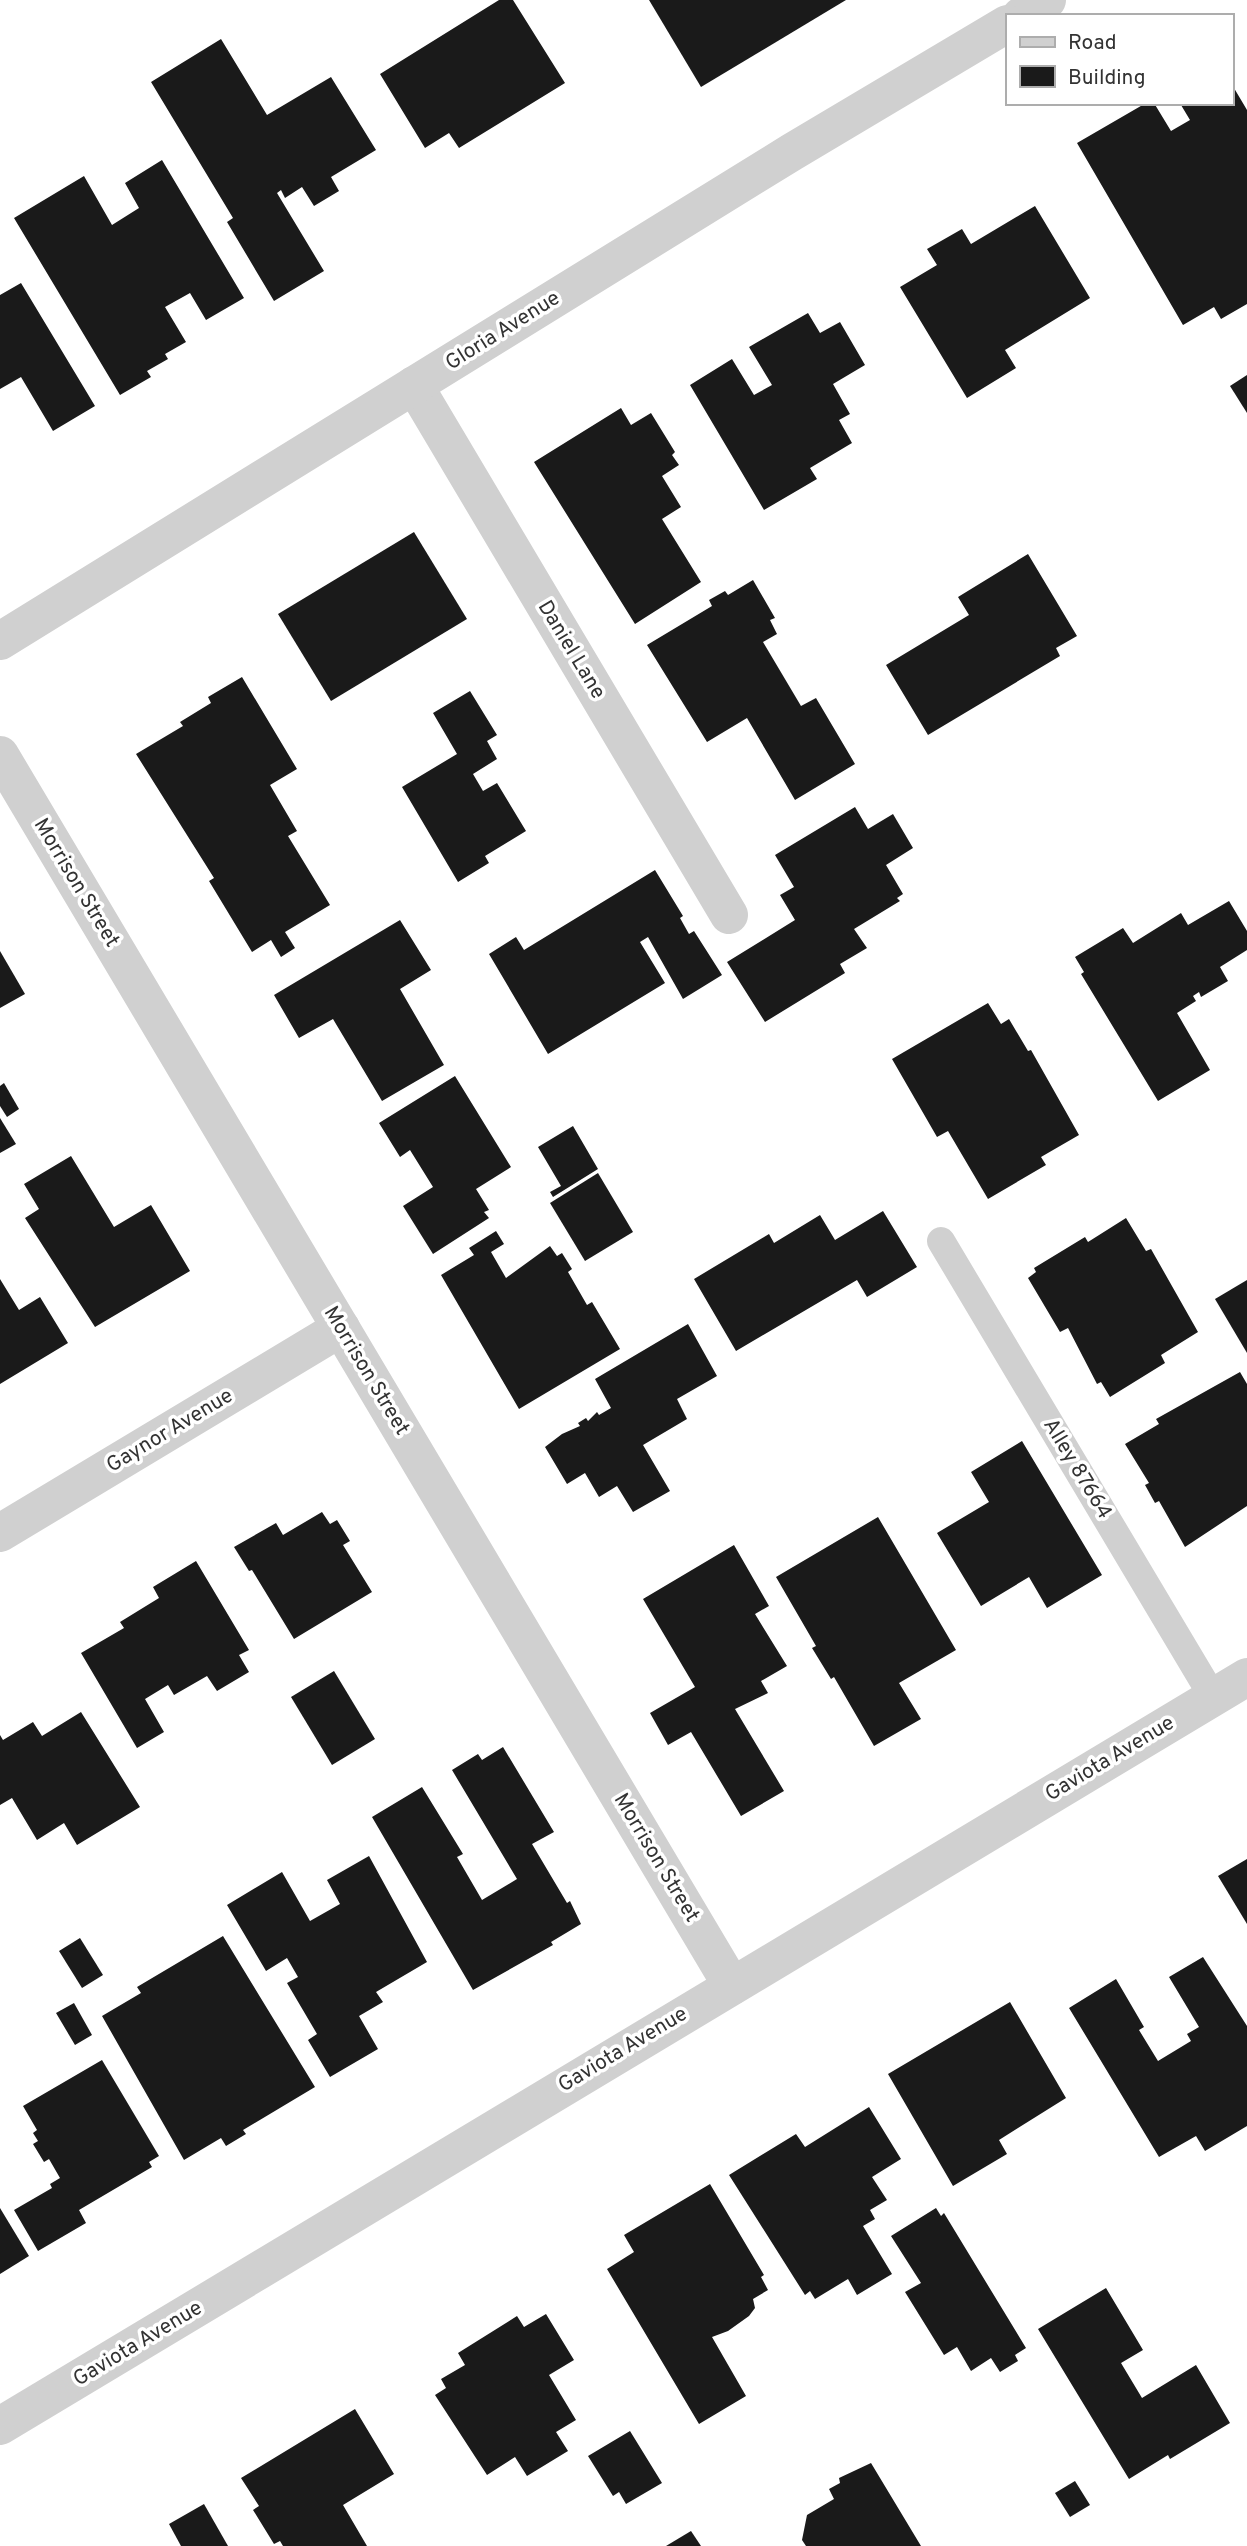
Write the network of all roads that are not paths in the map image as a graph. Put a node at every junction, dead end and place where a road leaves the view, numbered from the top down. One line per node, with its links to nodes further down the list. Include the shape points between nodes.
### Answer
1 (1006, 22): 2 (street, Gloria Avenue)
2 (414, 385): 3 (street, Gloria Avenue); 5 (street, Daniel Lane)
3 (0, 641)
4 (0, 755): 7 (street, Morrison Street)
5 (729, 915)
6 (941, 1241): 10 (lane, Alley 87664)
7 (341, 1328): 8 (street, Gaynor Avenue); 11 (street, Morrison Street)
8 (0, 1533)
9 (1247, 1677): 10 (street, Gaviota Avenue)
10 (1213, 1697): 11 (street, Gaviota Avenue)
11 (732, 1986): 12 (street, Gaviota Avenue)
12 (0, 2426)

> **Assignment**
Write the material out again exactly. Skip each picture.

> **Solution to the exercise**
Write the network of all roads that are not paths in the map image as a graph. Put a node at every junction, dead end and place where a road leaves the view, numbered from the top down. One line per node, with its links to nodes further down the list. Include the shape points between nodes.
### Answer
1 (1006, 22): 2 (street, Gloria Avenue)
2 (414, 385): 3 (street, Gloria Avenue); 5 (street, Daniel Lane)
3 (0, 641)
4 (0, 755): 7 (street, Morrison Street)
5 (729, 915)
6 (941, 1241): 10 (lane, Alley 87664)
7 (341, 1328): 8 (street, Gaynor Avenue); 11 (street, Morrison Street)
8 (0, 1533)
9 (1247, 1677): 10 (street, Gaviota Avenue)
10 (1213, 1697): 11 (street, Gaviota Avenue)
11 (732, 1986): 12 (street, Gaviota Avenue)
12 (0, 2426)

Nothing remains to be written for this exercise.